If you're implying that trading is a "mathematical area," then you're dead wrong out of the gate, kid. In fact, it's a lot closer to poetry. And furthermore, the entire premise is barely naive, but that's beside the point. Points 1 and 2 of the original post are unchanging truths. The rest sounds like an advertisement.
Tool??? Cut the crap and man-up, weasel. By posting it verbatim without a closing comment you've endorsed what he wrote.
Huh? Closing comment? Hahahaha. Dude, I posted an article. Read it or don't read it. I don't care. Welcome to the internet huckleberry.
Whoever wrote it is a failure and a loser. Never get advice about trading from losers. Get advice only from winners. It's that simple. Applies to everything. Think about it: if you planned to open a restaurant would you take advice from a loser or from a winner with a very profitable operation?
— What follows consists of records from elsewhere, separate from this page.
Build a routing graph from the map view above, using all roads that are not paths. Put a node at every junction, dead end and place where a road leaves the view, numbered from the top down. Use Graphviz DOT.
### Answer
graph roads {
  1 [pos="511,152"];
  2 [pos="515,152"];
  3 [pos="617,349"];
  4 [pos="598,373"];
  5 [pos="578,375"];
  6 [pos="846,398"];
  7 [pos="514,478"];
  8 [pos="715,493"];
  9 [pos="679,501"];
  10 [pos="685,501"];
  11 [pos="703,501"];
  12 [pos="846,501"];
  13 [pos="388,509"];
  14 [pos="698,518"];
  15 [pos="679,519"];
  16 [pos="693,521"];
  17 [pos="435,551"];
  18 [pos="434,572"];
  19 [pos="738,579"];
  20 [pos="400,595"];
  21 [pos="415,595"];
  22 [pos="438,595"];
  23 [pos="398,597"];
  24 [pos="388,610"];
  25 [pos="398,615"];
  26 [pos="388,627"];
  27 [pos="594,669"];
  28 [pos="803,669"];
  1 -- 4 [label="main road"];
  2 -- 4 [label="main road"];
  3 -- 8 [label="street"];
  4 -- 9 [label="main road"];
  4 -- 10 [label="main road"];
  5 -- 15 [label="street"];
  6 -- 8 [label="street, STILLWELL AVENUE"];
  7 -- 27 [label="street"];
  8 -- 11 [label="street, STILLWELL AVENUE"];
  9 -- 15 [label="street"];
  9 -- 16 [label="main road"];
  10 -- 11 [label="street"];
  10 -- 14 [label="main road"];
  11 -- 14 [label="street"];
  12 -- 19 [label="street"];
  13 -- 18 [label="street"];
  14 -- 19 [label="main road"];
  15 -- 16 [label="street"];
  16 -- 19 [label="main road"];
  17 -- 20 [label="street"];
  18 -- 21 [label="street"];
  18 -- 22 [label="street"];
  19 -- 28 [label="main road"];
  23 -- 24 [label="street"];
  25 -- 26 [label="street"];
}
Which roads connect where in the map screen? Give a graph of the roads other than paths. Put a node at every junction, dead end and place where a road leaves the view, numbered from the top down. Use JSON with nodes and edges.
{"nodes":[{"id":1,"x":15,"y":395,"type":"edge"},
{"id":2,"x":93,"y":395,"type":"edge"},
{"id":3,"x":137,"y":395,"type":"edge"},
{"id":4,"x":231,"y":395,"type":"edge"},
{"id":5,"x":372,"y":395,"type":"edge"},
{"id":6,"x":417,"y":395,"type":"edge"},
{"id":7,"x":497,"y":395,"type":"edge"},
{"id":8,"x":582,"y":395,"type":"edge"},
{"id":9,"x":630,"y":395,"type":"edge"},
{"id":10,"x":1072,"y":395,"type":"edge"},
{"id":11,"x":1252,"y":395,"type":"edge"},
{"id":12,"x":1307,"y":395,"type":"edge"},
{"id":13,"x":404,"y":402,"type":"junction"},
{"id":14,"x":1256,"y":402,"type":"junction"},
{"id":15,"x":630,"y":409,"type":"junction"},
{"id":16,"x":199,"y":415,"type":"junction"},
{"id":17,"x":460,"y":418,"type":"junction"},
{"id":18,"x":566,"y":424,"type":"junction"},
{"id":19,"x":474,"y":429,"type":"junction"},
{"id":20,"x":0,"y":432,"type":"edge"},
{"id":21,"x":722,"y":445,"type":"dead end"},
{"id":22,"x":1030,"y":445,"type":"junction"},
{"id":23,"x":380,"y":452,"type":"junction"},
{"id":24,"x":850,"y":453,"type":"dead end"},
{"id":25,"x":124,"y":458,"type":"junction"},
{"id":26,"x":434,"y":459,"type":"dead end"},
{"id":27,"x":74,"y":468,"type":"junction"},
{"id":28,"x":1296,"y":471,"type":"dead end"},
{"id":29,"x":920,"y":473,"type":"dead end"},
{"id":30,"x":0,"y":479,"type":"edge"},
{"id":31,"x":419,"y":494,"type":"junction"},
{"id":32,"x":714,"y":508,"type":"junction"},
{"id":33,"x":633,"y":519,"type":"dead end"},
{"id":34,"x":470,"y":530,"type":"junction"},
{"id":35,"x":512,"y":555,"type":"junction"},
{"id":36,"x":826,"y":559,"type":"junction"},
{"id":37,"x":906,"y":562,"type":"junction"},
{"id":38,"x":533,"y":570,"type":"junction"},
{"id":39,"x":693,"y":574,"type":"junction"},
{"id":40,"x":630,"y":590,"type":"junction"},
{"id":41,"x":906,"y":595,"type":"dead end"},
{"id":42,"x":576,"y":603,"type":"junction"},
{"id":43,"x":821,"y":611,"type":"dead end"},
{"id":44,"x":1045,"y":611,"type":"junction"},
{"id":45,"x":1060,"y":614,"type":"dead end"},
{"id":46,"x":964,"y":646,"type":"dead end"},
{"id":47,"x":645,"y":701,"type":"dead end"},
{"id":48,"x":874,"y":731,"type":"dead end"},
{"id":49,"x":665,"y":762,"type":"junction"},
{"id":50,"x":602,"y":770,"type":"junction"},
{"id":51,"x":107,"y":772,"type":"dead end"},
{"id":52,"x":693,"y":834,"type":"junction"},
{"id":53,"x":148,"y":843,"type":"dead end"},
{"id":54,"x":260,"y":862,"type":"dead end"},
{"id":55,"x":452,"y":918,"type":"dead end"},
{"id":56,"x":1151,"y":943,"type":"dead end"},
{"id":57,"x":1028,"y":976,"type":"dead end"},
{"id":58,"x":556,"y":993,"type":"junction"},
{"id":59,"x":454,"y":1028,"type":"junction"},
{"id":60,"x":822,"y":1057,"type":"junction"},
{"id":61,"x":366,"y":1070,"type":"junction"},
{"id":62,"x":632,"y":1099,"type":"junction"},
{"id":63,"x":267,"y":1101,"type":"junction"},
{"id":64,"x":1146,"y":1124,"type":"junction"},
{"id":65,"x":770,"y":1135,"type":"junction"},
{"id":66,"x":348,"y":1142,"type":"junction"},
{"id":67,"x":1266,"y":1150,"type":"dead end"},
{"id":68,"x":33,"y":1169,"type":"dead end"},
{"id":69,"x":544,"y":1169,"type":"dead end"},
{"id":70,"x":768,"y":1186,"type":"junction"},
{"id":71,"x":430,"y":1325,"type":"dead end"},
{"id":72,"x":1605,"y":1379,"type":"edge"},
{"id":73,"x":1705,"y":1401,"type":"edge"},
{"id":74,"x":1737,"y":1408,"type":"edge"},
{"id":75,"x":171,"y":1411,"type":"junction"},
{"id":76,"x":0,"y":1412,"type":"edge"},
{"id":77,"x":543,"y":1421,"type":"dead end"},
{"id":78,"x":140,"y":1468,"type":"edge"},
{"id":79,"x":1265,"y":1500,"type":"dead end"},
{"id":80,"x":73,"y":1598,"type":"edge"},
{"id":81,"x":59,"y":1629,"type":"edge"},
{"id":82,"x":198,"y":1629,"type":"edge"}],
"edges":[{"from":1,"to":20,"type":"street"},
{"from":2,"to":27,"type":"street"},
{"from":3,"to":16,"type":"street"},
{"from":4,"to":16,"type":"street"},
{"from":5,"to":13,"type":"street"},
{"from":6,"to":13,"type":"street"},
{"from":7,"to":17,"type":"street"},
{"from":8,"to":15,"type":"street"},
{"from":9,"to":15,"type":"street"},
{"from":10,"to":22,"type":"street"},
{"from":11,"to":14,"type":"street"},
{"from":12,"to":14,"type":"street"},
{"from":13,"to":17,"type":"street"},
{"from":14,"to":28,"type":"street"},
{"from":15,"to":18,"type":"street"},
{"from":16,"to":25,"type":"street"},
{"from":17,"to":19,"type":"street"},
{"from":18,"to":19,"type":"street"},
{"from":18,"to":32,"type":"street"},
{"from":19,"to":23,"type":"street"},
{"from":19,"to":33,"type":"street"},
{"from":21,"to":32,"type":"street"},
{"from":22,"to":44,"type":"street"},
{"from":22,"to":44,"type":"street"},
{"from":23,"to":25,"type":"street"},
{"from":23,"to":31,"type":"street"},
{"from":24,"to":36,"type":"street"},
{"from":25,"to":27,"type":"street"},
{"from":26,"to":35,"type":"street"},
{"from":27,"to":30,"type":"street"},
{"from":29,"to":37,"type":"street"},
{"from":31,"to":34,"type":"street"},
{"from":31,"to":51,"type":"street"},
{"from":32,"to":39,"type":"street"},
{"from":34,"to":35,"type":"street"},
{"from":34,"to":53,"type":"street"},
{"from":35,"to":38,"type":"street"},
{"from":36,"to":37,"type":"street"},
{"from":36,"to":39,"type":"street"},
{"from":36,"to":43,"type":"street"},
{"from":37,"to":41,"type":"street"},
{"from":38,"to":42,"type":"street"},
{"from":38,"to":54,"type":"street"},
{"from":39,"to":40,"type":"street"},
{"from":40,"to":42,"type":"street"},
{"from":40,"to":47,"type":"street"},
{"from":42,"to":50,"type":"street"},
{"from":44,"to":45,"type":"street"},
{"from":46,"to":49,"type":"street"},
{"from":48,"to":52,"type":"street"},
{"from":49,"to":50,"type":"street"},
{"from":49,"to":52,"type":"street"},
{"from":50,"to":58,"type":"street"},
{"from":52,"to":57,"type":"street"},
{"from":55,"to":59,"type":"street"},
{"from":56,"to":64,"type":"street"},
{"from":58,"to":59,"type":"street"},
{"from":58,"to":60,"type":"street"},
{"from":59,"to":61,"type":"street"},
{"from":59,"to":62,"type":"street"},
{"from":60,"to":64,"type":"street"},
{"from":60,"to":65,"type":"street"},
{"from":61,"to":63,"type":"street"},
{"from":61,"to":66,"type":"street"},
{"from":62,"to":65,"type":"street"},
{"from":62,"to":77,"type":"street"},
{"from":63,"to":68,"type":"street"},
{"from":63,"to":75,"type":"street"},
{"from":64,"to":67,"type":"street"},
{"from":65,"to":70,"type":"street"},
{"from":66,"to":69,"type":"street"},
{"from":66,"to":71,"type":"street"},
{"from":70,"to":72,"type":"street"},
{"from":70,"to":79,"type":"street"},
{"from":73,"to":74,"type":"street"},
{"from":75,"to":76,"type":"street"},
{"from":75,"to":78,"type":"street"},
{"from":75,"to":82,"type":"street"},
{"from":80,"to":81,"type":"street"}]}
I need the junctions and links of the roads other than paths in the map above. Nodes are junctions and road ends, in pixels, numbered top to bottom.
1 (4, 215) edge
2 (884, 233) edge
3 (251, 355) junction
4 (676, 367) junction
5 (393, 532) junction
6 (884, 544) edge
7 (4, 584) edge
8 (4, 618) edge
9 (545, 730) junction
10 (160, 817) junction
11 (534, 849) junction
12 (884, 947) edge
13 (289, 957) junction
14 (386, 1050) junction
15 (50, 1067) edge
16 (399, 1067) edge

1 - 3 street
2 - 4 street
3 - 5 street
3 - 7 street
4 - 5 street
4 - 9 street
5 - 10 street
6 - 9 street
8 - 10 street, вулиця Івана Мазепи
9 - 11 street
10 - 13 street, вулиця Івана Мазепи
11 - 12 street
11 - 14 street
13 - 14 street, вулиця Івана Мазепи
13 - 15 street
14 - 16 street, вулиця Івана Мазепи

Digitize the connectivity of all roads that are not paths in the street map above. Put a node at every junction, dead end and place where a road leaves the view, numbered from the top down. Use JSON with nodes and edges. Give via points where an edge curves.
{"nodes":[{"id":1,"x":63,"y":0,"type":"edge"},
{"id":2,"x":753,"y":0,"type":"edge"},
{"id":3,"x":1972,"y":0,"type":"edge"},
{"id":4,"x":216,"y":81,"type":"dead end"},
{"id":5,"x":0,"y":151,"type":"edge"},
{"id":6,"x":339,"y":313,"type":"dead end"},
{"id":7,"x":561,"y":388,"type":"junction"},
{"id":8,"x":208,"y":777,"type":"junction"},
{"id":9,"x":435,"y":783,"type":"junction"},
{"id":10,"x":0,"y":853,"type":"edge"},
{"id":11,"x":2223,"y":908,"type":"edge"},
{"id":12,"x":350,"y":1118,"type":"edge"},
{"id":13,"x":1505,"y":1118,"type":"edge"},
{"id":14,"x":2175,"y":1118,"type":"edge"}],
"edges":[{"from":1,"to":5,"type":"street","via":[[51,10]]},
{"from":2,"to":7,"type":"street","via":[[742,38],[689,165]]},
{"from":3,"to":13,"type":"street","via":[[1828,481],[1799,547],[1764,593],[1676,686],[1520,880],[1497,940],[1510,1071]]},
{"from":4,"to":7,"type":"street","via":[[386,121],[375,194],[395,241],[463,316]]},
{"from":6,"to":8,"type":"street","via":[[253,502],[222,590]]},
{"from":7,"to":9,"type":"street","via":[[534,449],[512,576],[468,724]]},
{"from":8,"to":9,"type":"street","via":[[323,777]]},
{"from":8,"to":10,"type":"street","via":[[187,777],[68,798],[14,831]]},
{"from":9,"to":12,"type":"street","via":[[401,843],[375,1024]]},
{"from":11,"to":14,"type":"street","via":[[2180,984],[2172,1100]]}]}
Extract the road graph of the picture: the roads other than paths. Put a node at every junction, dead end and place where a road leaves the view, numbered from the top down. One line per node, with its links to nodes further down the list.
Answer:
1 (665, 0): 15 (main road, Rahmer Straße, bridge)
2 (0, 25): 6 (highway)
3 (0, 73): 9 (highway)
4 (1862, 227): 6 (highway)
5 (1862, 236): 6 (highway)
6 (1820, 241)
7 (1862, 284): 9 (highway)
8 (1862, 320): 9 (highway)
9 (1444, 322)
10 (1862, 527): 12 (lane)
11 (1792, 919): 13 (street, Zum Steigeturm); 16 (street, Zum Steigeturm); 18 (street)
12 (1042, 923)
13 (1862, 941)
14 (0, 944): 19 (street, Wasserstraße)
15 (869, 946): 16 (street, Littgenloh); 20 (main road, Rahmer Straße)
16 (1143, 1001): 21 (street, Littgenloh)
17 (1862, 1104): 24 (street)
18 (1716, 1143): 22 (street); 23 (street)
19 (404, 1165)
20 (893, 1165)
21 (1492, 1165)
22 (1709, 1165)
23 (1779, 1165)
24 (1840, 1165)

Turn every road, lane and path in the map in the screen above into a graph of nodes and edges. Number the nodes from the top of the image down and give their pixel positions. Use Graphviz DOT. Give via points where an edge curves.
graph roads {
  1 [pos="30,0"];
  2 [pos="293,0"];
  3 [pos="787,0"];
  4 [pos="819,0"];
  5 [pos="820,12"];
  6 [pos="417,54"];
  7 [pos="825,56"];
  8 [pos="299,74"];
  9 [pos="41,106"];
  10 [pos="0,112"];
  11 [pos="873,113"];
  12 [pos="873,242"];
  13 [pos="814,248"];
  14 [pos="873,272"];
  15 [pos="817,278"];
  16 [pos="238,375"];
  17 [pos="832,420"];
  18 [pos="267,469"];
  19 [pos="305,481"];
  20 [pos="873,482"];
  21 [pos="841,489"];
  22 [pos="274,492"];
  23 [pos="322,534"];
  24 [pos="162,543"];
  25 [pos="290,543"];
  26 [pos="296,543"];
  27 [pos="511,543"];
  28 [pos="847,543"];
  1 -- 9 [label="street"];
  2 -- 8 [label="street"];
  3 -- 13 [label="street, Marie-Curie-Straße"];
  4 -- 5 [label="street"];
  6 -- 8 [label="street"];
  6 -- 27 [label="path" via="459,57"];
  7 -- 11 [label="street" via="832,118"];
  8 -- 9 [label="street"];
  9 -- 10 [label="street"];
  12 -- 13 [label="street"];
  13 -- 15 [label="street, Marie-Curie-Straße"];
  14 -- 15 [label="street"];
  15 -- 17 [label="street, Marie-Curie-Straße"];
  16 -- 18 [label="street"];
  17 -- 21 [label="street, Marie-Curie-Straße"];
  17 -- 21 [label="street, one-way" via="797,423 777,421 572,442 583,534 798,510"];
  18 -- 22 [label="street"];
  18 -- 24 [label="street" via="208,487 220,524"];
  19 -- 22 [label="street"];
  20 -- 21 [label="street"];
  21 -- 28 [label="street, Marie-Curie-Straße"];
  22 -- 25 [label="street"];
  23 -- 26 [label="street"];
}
hear, hear. We need more of this. There's too much failure and rooting for failure on this board. Many people probably want others to fail, but don't be dissuaded. Most interesting thing is that he worked with profitable traders and was not able to translate their system into an algo. Algo trading isn't my area, but he either can't code well or he needed to focus on strategies that work well with an algo system, instead of a discretionary system that is based on someone's mind and experience.
This is the key point imo - to me this says he spent his time coding other people's strategies and never spent time developing his own. The fact that he worked in trading is irrelevant, this appears to say he just spent his time coding (could've been any other industry). Maybe I'm wrong, but this doesn't send a very encouraging message about his experience. M2c.
Virtually 100% of my profits come from capturing the spread... It's the core earnings engine for every successful trading firm. You can do momentum or reversion or quant whatever... That stuff works well in high volatility periods... But it's the spread that keeps you in business year after year. Also, there is no such thing as a "trading firm" anymore... What used to be a "trading firm" 10 years ago... Is now a software firm that develops and deploys trading software. Wait... this is top secret information, nevermind.
I'm not sure why people keep saying that market conditions change. They do, but not fundamentally, and that in turn proves that traders have merely come up with a strategy that only works within the current zeitgeist. A sphere of quasi-consistency. I have been applying the same tactics for over a decade and it still works the same like on the first day.